Seems every team around the Rangers is getting better or making moves for constant improvement heading into a new year and Texas is slashing payroll at an astronomical rate by dipping into the smaller free agent pot to fill out their roster.
All that said and done, 2025 wasn’t all that poor for the Rangers. They had some wins and here are three of the biggest.
3 biggest wins for the Texas Rangers in 20251. Getting a fully healthy year with Jacob deGrom
It was the number one question when the Rangers signed deGrom to that five-year deal prior to the 2023 season, would he ever pitch a full season again? It was a fair question as Major League Baseball hadn’t seen it happen since the 2019 season. Excluding the shortened COVID season, he only appeared in 35 games in four seasons.

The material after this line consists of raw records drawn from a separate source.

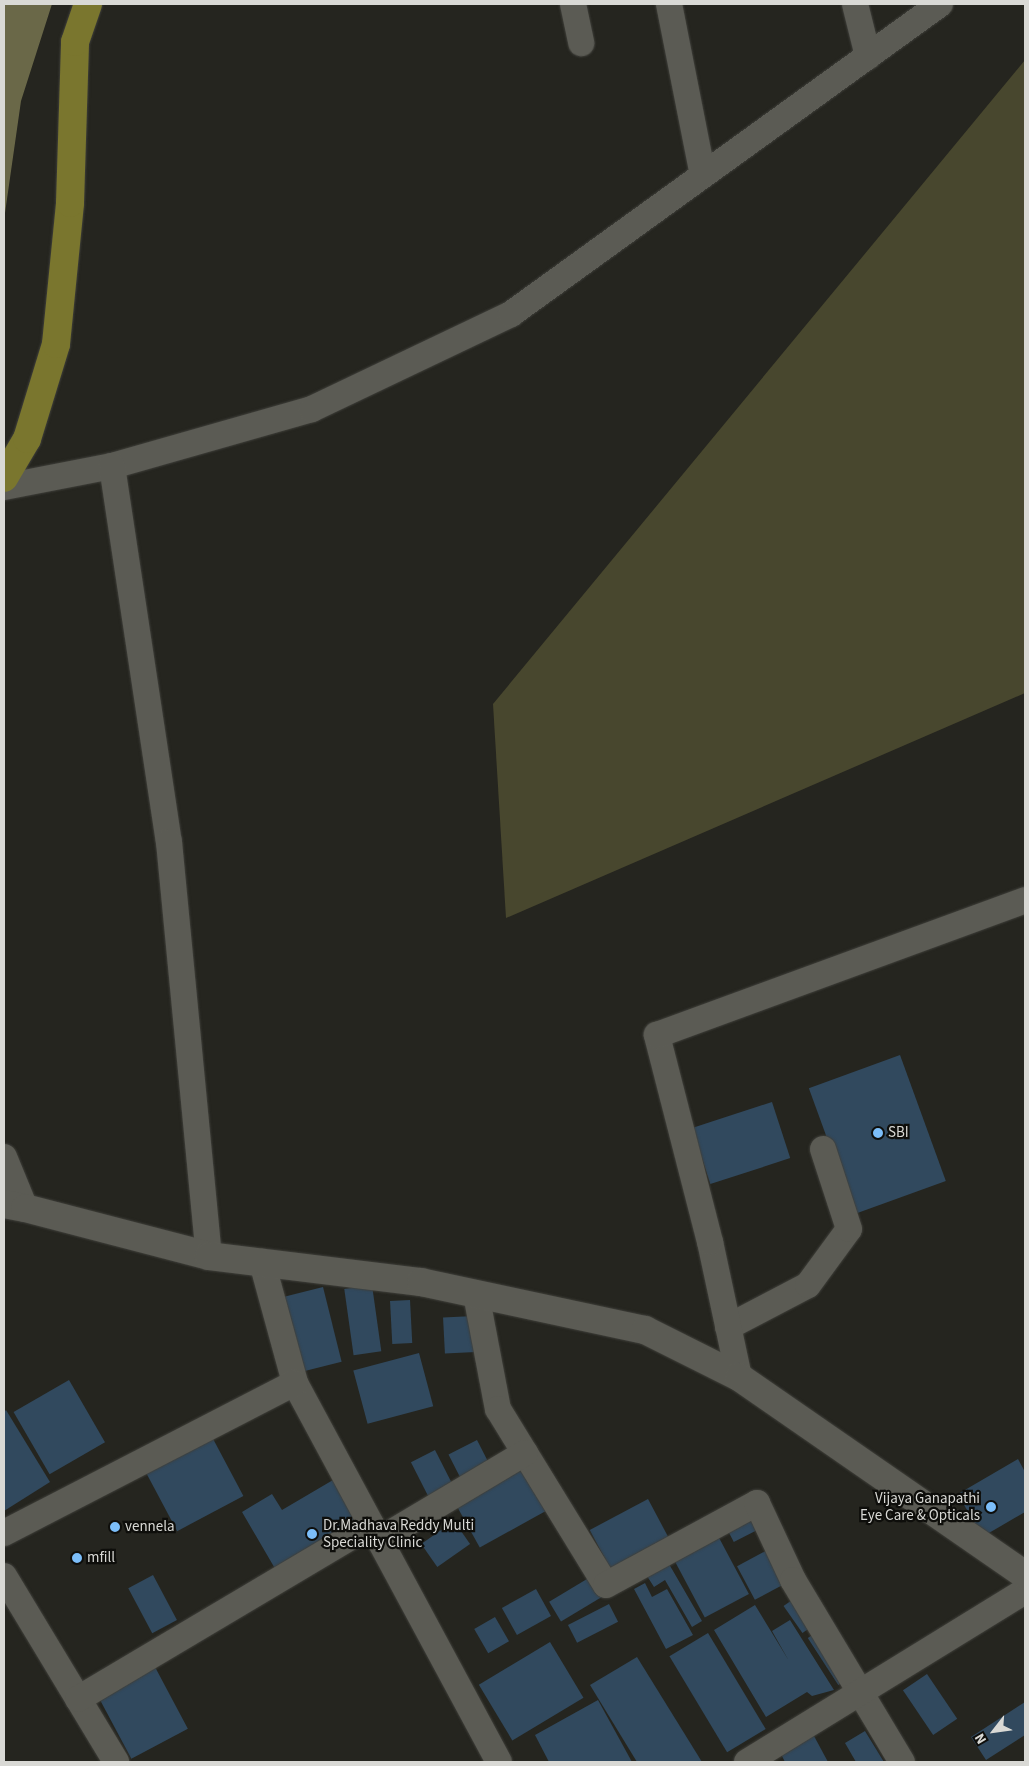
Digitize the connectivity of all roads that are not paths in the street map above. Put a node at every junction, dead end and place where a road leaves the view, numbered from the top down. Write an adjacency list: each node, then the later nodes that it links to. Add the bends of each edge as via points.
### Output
1 (88, 4): 10 (main road, via 75,42 70,203 56,344 27,439)
2 (573, 4): 6 (street)
3 (669, 4): 8 (street)
4 (855, 4): 7 (street)
5 (940, 4): 7 (street)
6 (581, 43)
7 (868, 56): 8 (street)
8 (703, 175): 9 (street, via 511,314 312,409)
9 (112, 466): 11 (street); 16 (street, via 169,842)
10 (4, 478)
11 (4, 487)
12 (1025, 900): 19 (street, via 657,1035 710,1242)
13 (823, 1148): 19 (street, via 849,1230 808,1285)
14 (4, 1157): 15 (street)
15 (14, 1206): 16 (street)
16 (209, 1256): 17 (street)
17 (262, 1262): 18 (street, via 421,1282); 21 (street)
18 (476, 1294): 20 (street, via 645,1330); 22 (street, via 498,1409)
19 (728, 1327): 20 (street)
20 (739, 1377): 25 (street)
21 (296, 1383): 23 (street); 24 (street)
22 (524, 1453): 24 (street); 28 (street, via 606,1586 757,1503 794,1580)
23 (4, 1533)
24 (375, 1533): 29 (street); 31 (street)
25 (1025, 1575)
26 (4, 1576): 29 (street)
27 (1025, 1591): 28 (street)
28 (860, 1693): 32 (street); 33 (street)
29 (78, 1699): 30 (street)
30 (116, 1762)
31 (499, 1762)
32 (747, 1762)
33 (902, 1762)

As we know now, deGrom not only made 30 starts in 2025 but he did so to the tune of a 2.97 ERA and a WHIP of 0.92, which was a Rangers’ starter first-ever full season of below 1.00. He was named the American League Comeback Player of the Year and reinstated himself as one of the best pitchers in baseball.

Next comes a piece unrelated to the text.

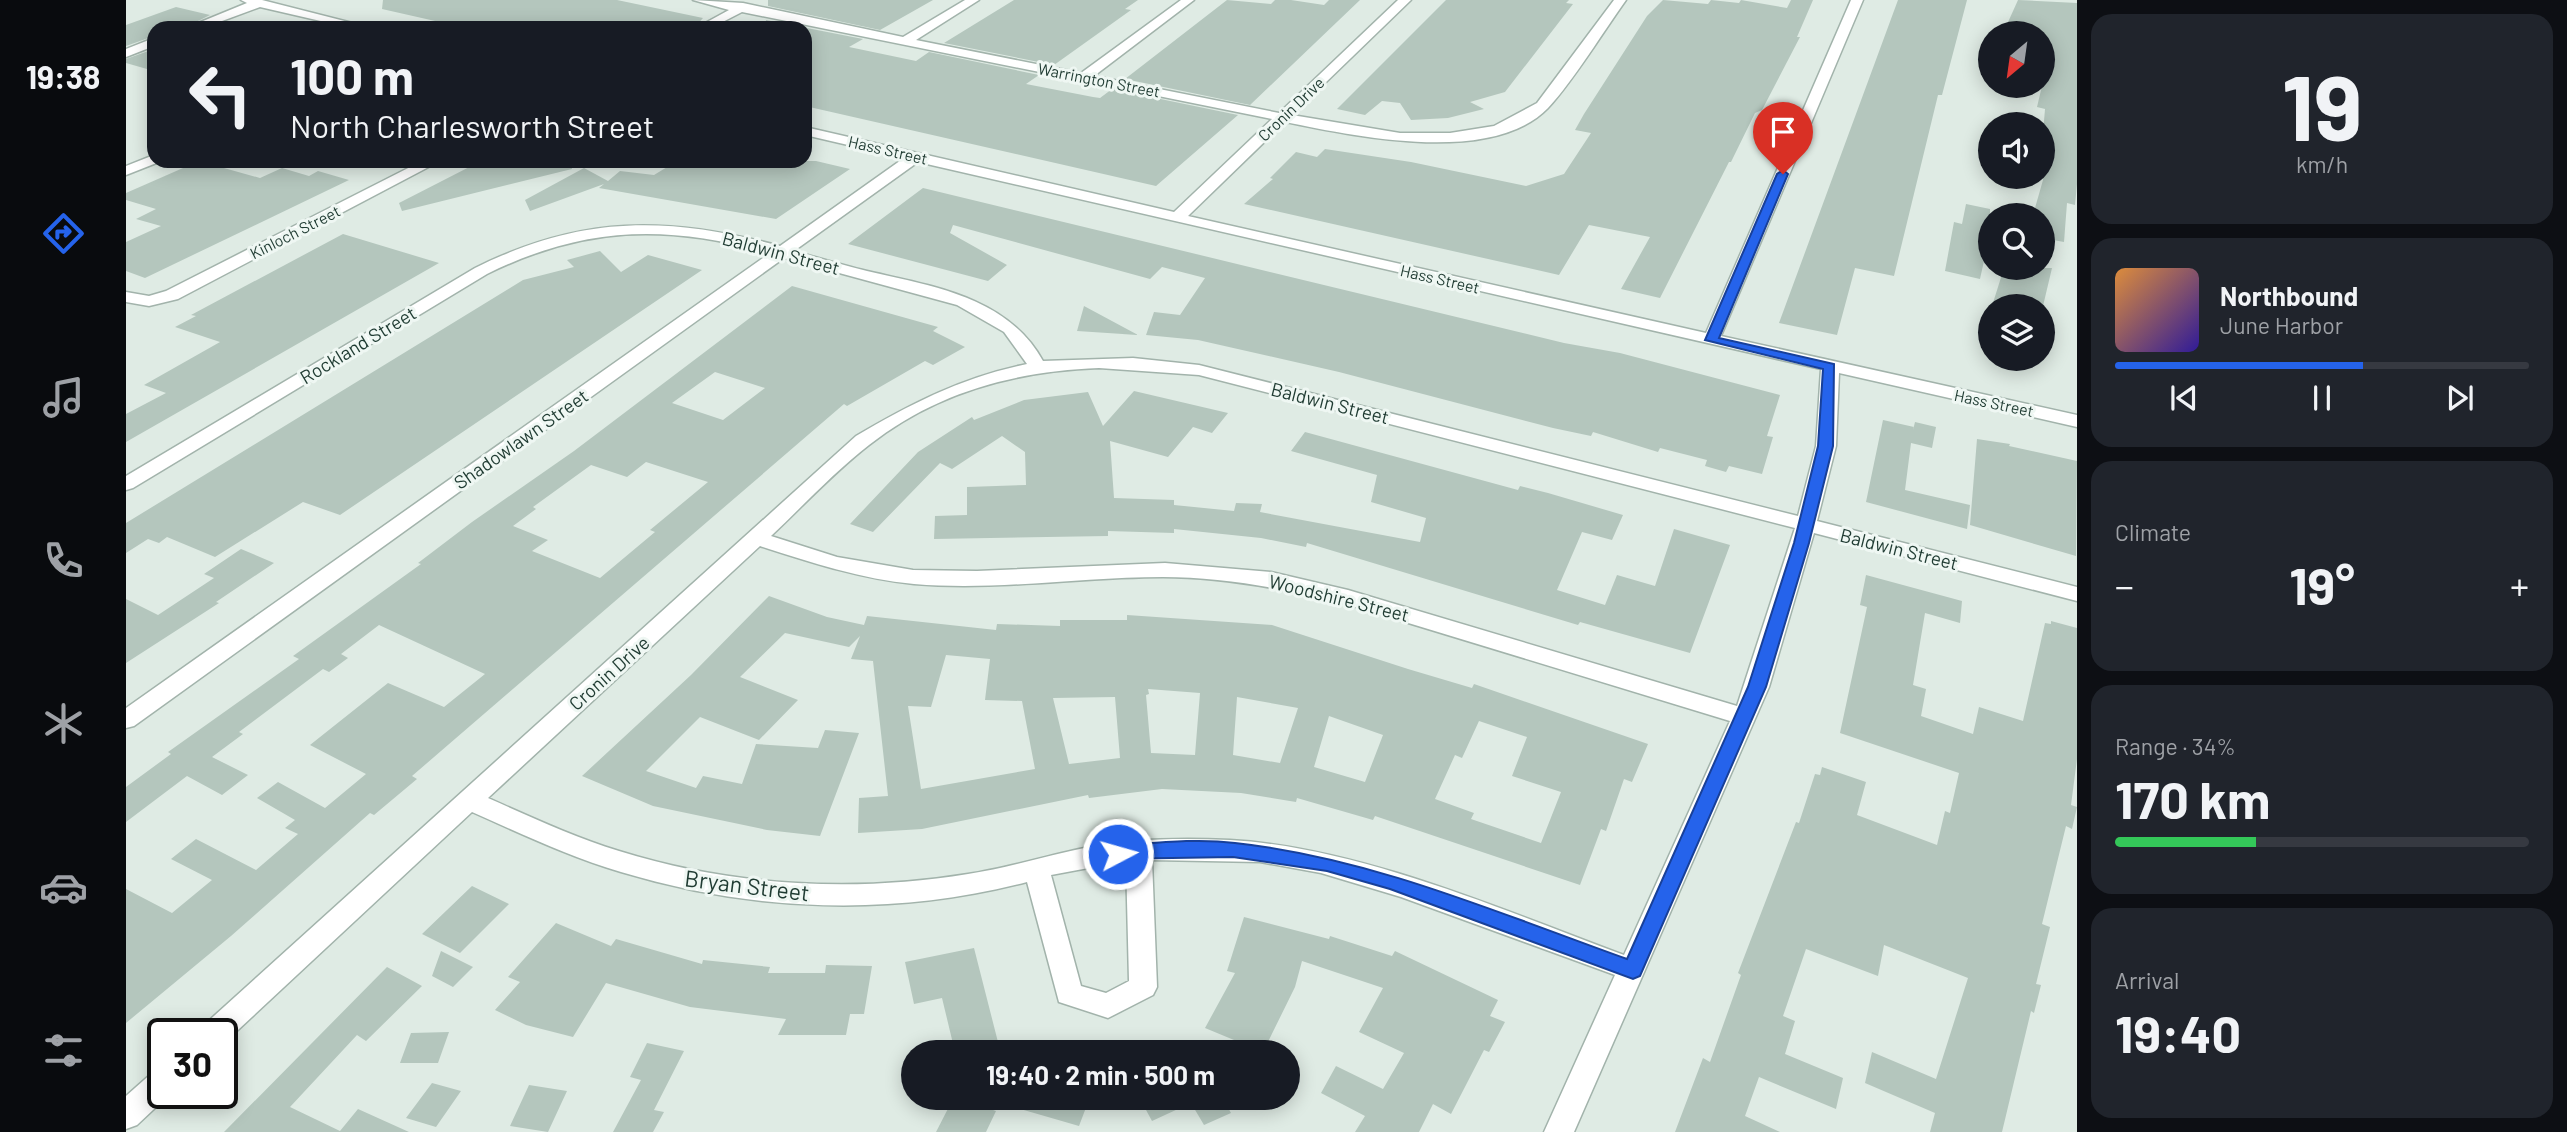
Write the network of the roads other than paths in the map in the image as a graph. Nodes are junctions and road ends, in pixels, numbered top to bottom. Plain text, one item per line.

For Texas, it will be nice to head into 2026 with deGrom and Nathan Eovaldi at the helm of the rotation, especially with a lot of uncertainty surrounding the team next year.

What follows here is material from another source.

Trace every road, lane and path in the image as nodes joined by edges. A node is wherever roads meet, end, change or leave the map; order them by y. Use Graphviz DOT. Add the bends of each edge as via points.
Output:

2. Having the guts to make the hard decisions
It’s hard to do but Chris Young and the front office did it. They made the move to get rid of deadweight despite the nostalgia attached to them.
It started with the release of Jonah Heim and Adolis Garcia prior to the November non-tender deadline and it continued with the trading of their Gold Glove second baseman Marcus Semien to the Mets. Young himself admitted how difficult it was to make those choices but it was needed.
These three were not performing to the level they were during their championship run two years ago and after trying to get them back on the right track over the last two years, it wasn’t working and needed to be changed. Unsure where Texas goes forward from here but it’s the step in the right direction.
3. Valuing the future by holding onto future impact players
One of the biggest moves the Rangers didn’t make this offseason is abandoning their future for MLB ready talent to make a push at another championship. Yes, I am talking about not getting rid of their top overall prospect Sebastian Walcott.
They also made the choice to not push the 19-year-old too far and let him grow and learn on his own. No telling how that will evolve moving forward but pushing him to be ready before he actually his can only hurt him.
Transitioning to an underrated move for the Rangers this offseason, it was clearly protecting right-handed pitcher David Davaillo from the Rule 5 Draft. Following a strong 2025 season, the 23-year-old will enter 2026 trying to one-up it. He has a sneaky potential to be headline a Rangers’ future rotation.